Jollibee Foods Corporation (JFC), one of the largest Asian food service companies, reported a 5.7 percent dip in attributable net income to P6.82 billion in the first nine months of 2023 from the P7.24 billion earned in the same period last year.
In a disclosure to the Philippine Stock Exchange (PSE), the firm said last year’s profit included a P5.3 billion non-recurring gain from land conveyance and disposals.
But system-wide sales, a measure of all sales to consumers both from company owned and franchised stores, grew 19 percent to P251.09 billion during the period under review while revenues rose 18 percent to P177.43 billion.
Operating income also jumped 47.7 percent to P11.91 billion in the first nine months of 2023 from P8.06 billion in the same period last year.

JFC Chief Executive Officer Ernesto Tanmantiong noted that, “we delivered another strong performance in the third quarter with a record-high operating profit of P4.3 billion, increasing by 42.8 percent year-on-year from a revenue growth of 11.0 percent. This is JFC’s third consecutive quarter of record-high operating income.”
“Both our Philippine and international businesses achieved strong operating profit growth reflecting the strength and resilience of our brands in an environment that remains volatile and challenging,” he added.
Overall system-wide sales for the quarter grew by 11.8 percent driven by the robust performance of the Philippine business which posted a 16.5 percent system-wide sales growth and a 13 percent same store sales growth.
JFC’s international business saw a growth of 5.4 percent in system-wide sales and 2.6 percent in same store sales.
“Our Jollibee brand, which has over 1,600 stores globally and accounts for 49.0 percent of JFC’s system- wide sales grew by 16.7 percent in the third quarter. JFC opened 429 stores, of which 365 stores are in the international markets,” said Tanmantiong.
He added that, “while we anticipate continued positive momentum in our business performance, we are maintaining our 2023 growth guidance for revenue (10 percent to 15 percent growth), same store sales (7 percent to 10 percent), operating income (20 percent to 25 percent) and store network (up 5 percent) as we recognize the ongoing macroeconomic and geopolitical volatility.”

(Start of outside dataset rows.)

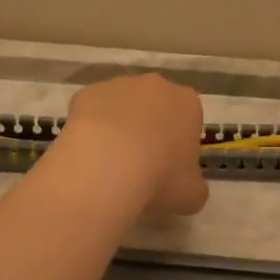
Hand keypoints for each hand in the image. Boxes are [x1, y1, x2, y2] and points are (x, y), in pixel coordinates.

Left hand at [56, 73, 208, 217]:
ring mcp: (117, 85)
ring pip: (122, 106)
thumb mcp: (193, 194)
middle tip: (141, 165)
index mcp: (188, 104)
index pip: (189, 121)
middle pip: (155, 107)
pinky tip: (89, 155)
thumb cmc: (161, 179)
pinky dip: (91, 130)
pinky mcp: (86, 93)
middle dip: (150, 130)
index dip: (179, 145)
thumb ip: (193, 183)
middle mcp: (156, 86)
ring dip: (119, 127)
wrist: (106, 170)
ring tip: (110, 164)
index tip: (170, 169)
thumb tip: (184, 184)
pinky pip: (91, 112)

System-wide sales grew by 11.8 percent in the third quarter and revenues grew by 11 percent. For the quarter, system-wide sales of the Philippine business grew with most brands growing by high double-digits.
The international business expanded with the China business growing by 2.6 percent, North America 7.5 percent, and EMEA Philippine brands 11.8 percent. SWS of JFC’s coffee and tea business increased by 2.7 percent.
Global same store sales for the quarter increased by 8.8 percent driven by a 4.9 percent growth in transaction count or volume and a 3.7 percent growth in average check.
JFC’s strong topline performance and robust gross profit margin of 18.3 percent (120 bps versus same period last year) produced a record operating income of P4.3 billion for the quarter and a 7.0 percent operating income margin. This represents a year-on-year increase of 42.8 percent and a margin improvement of 160 bps.
Attributable net income for the quarter increased by 13.6 percent to P2.4 billion, despite a higher base as last year’s third quarter net income included a P2.4 billion gain from land conveyance and disposals.

JFC Chief Finance Officer Richard Shin said “our strong results for the quarter demonstrated JFC’s continued financial resilience highlighted by our record-high quarterly system-wide sales and operating income.”
“While the external environment has not improved, we remain confident in our ability to deliver sustainable growth as we continue to focus on what we can control, invest in line with long-term strategy, prudently manage our expenses, and drive efficiencies in our organization,” he noted.